> [YOUR ASSIGNMENT] Retype every entry word for word. Omit the pictures.

> [THE DATA]
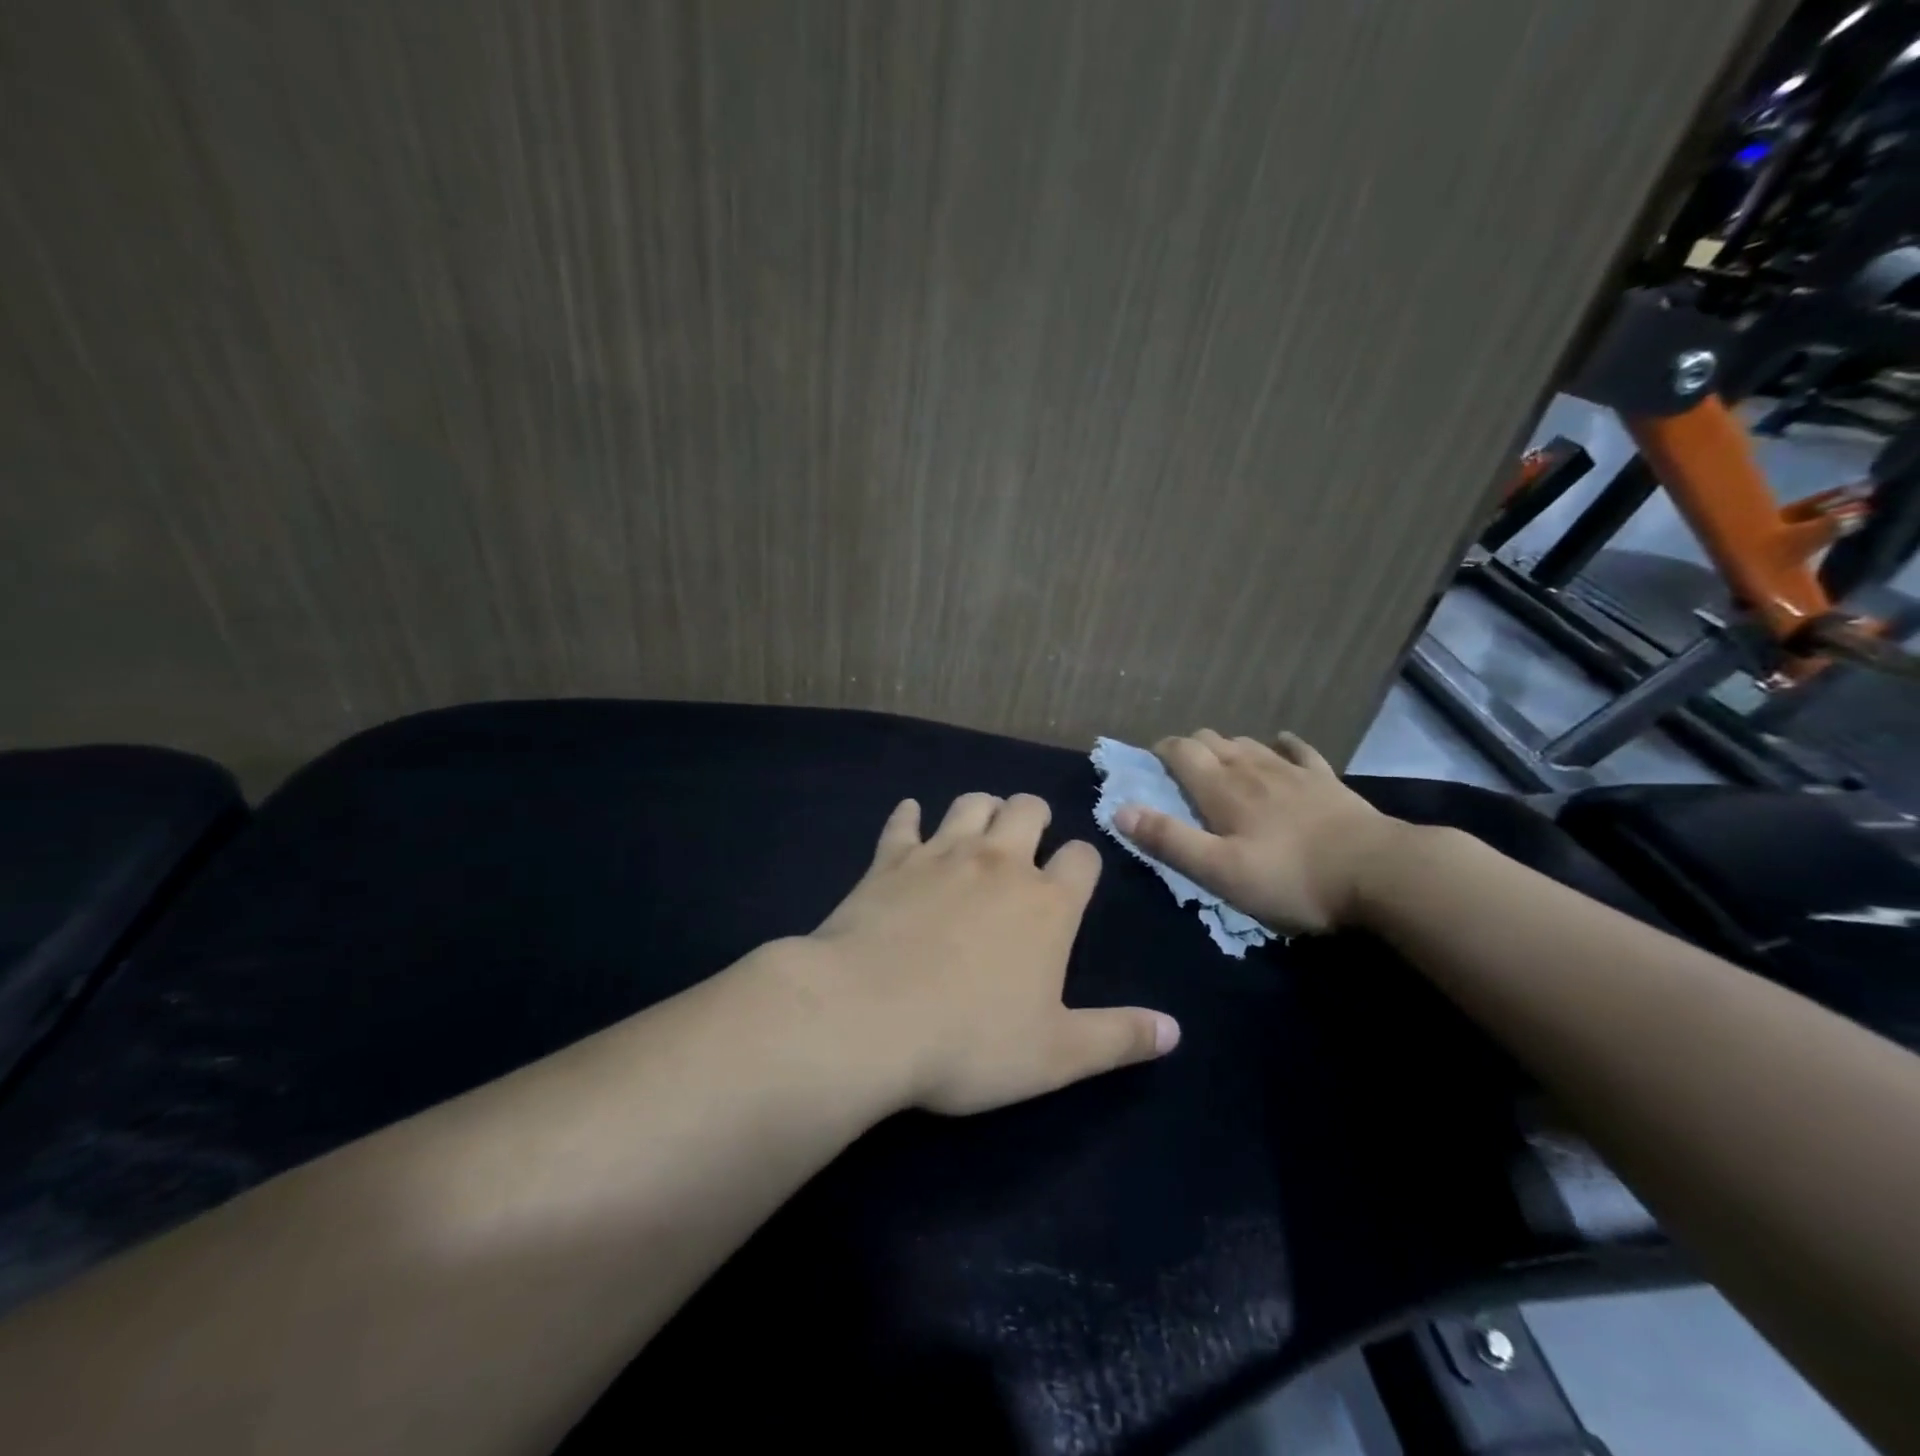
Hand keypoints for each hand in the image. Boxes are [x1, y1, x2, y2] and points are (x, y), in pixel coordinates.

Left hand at [806, 792, 1179, 1114]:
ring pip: (970, 804)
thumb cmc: (969, 1041)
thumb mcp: (1057, 1055)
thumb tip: (1175, 1031)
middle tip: (1029, 840)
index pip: (1082, 858)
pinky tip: (909, 818)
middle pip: (1028, 809)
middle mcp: (999, 864)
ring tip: (981, 826)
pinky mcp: (889, 860)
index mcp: (1047, 904)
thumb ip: (1119, 1038)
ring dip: (982, 808)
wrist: (866, 1017)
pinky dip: (908, 816)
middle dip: (1035, 817)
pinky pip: (902, 822)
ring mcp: (940, 854)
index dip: (1083, 863)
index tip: (1076, 878)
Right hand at [1113, 730, 1403, 934]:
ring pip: (1249, 742)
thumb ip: (1169, 839)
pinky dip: (1283, 744)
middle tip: (1181, 769)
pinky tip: (1280, 743)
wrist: (1379, 873)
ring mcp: (1292, 771)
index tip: (1150, 762)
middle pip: (1213, 740)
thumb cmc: (1291, 877)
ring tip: (1221, 762)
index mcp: (1222, 789)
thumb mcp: (1219, 870)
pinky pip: (1299, 750)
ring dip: (1228, 746)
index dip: (1161, 751)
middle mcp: (1252, 768)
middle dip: (1190, 747)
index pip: (1181, 751)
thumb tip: (1120, 810)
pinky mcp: (1326, 781)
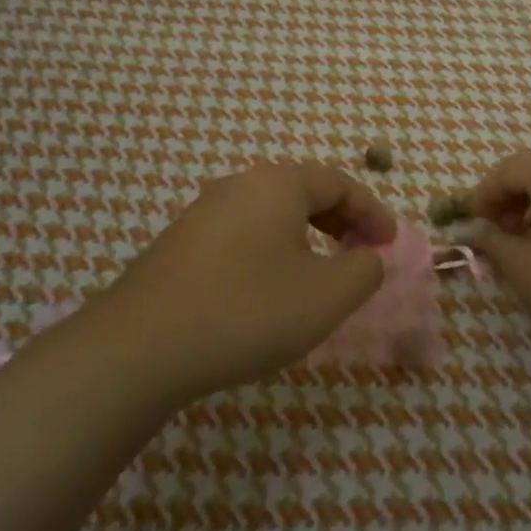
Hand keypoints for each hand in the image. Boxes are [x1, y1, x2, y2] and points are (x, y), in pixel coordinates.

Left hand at [93, 162, 396, 399]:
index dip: (373, 212)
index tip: (390, 245)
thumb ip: (363, 270)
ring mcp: (203, 213)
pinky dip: (272, 252)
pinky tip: (269, 292)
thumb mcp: (326, 295)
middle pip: (303, 192)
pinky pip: (243, 235)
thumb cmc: (247, 311)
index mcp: (277, 184)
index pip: (339, 183)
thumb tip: (366, 258)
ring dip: (306, 238)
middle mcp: (238, 186)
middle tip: (360, 255)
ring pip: (271, 215)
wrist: (140, 347)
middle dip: (340, 222)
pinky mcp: (180, 244)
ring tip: (320, 276)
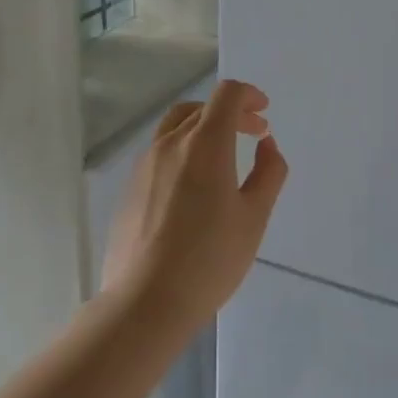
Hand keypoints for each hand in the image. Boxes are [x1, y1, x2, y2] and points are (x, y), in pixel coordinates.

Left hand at [101, 80, 288, 334]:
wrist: (145, 303)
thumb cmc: (209, 259)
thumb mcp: (254, 217)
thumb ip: (268, 172)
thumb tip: (266, 145)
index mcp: (205, 143)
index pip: (226, 95)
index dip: (249, 95)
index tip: (264, 113)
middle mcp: (171, 143)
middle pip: (202, 108)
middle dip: (232, 113)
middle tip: (254, 133)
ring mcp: (145, 165)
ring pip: (176, 126)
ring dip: (204, 127)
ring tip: (223, 154)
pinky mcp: (130, 188)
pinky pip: (160, 152)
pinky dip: (184, 149)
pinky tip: (194, 184)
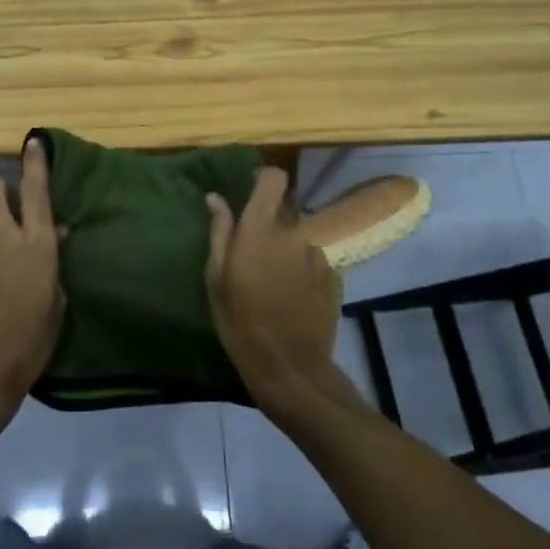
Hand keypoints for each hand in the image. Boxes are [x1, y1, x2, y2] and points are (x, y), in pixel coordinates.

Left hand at [0, 139, 64, 433]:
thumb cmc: (31, 341)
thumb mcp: (56, 301)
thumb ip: (51, 261)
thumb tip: (52, 234)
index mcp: (35, 243)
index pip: (36, 189)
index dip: (35, 161)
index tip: (34, 141)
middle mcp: (1, 237)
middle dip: (0, 189)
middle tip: (7, 209)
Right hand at [205, 167, 346, 420]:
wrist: (291, 369)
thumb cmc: (242, 323)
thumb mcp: (217, 279)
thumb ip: (220, 232)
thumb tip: (215, 198)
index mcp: (261, 229)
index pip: (273, 179)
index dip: (263, 181)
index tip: (250, 194)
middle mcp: (294, 234)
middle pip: (282, 214)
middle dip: (268, 229)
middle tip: (252, 261)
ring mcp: (317, 255)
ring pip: (297, 240)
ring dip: (286, 253)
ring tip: (273, 286)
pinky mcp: (333, 276)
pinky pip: (312, 263)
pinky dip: (301, 273)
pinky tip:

> [EXERCISE ANSWER]
Hand keypoints for each hand in the image. Boxes are [x1, y1, x2, y2] and points are (x, y), in pixel coordinates.

Left hand at [806, 792, 1179, 1114]:
ring pip: (970, 804)
thumb cmc: (969, 1041)
thumb mcp: (1057, 1055)
thumb tip: (1175, 1031)
middle tip: (1029, 840)
index pip: (1082, 858)
pinky tip: (909, 818)
middle pip: (1028, 809)
middle mcp: (999, 864)
ring tip: (981, 826)
pinky mcp: (889, 860)
index mcp: (1047, 904)
thumb ip: (1119, 1038)
ring dip: (982, 808)
wrist: (866, 1017)
pinky dip: (908, 816)
middle dip: (1035, 817)
pinky pip: (902, 822)
ring mcp: (940, 854)
index dip: (1083, 863)
index tip: (1076, 878)
Right hand at [1113, 730, 1403, 934]:
ring pip: (1249, 742)
thumb ip: (1169, 839)
pinky dip: (1283, 744)
middle tip: (1181, 769)
pinky tip: (1280, 743)
wrist: (1379, 873)
ring mcp: (1292, 771)
index tip: (1150, 762)
middle pip: (1213, 740)
thumb cmc: (1291, 877)
ring tip: (1221, 762)
index mcp: (1222, 789)
thumb mcp: (1219, 870)
pinky pip: (1299, 750)
ring dip: (1228, 746)
index dip: (1161, 751)
middle mcp: (1252, 768)
middle dip: (1190, 747)
index pip: (1181, 751)
thumb tip: (1120, 810)
pinky mcp: (1326, 781)
Hand keypoints for each hand in the image. Boxes are [x1, y1, x2, y2] and points are (x, y), in pixel coordinates.

Left hand at [93, 162, 396, 399]:
index dip: (373, 212)
index tip: (390, 245)
thumb ip: (363, 270)
ring mcp: (203, 213)
pinky dip: (272, 252)
pinky tip: (269, 292)
thumb mcp: (326, 295)
middle pip: (303, 192)
pinky pip: (243, 235)
thumb cmc: (247, 311)
index mcp: (277, 184)
index pip: (339, 183)
thumb tip: (366, 258)
ring dip: (306, 238)
middle mcp: (238, 186)
middle tip: (360, 255)
ring pip: (271, 215)
wrist: (140, 347)
middle dip: (340, 222)
pinky mcp: (180, 244)
ring tip: (320, 276)
Hand keypoints for each hand in the image. Boxes are [x1, y1, x2, y2] and points are (x, y), in pixel coordinates.

Left hand at [101, 80, 288, 334]:
wrist: (145, 303)
thumb cmc: (209, 259)
thumb mcp: (254, 217)
thumb ip: (268, 172)
thumb tip: (266, 145)
index mcp: (205, 143)
index pip: (226, 95)
index dip: (249, 95)
index tip: (264, 113)
middle mcp: (171, 143)
middle pip: (202, 108)
middle dip: (232, 113)
middle tip: (254, 133)
ring mcp: (145, 165)
ring pip: (176, 126)
ring dip: (204, 127)
ring tip: (223, 154)
pinky mcp: (130, 188)
pinky pip: (160, 152)
pinky dip: (184, 149)
pinky tip: (194, 184)
Hand keypoints for each hand in the image. Boxes are [x1, y1, x2, y2] and points are (x, y), in pixel coordinates.

Left hand at [0, 139, 64, 433]:
thumb cmc: (31, 341)
thumb mcp: (56, 301)
thumb ip: (51, 261)
thumb tip: (52, 234)
index mcp: (35, 243)
index pip: (36, 189)
index dip: (35, 161)
index tip: (34, 141)
middle mcp: (1, 237)
middle dip: (0, 189)
middle tip: (7, 209)
Right hand at [205, 167, 346, 420]:
wrist: (291, 369)
thumb cmc: (242, 323)
thumb mcp: (217, 279)
thumb ip: (220, 232)
thumb tip: (215, 198)
index mcp: (261, 229)
index pip: (273, 179)
index dip: (263, 181)
index tip: (250, 194)
middle mcp: (294, 234)
middle pip: (282, 214)
middle dip: (268, 229)
middle tip: (252, 261)
ring mcp: (317, 255)
ring pip: (297, 240)
ring dip: (286, 253)
ring tip: (273, 286)
pinky mcp: (333, 276)
pinky pip: (312, 263)
pinky dip: (301, 273)
pinky tip:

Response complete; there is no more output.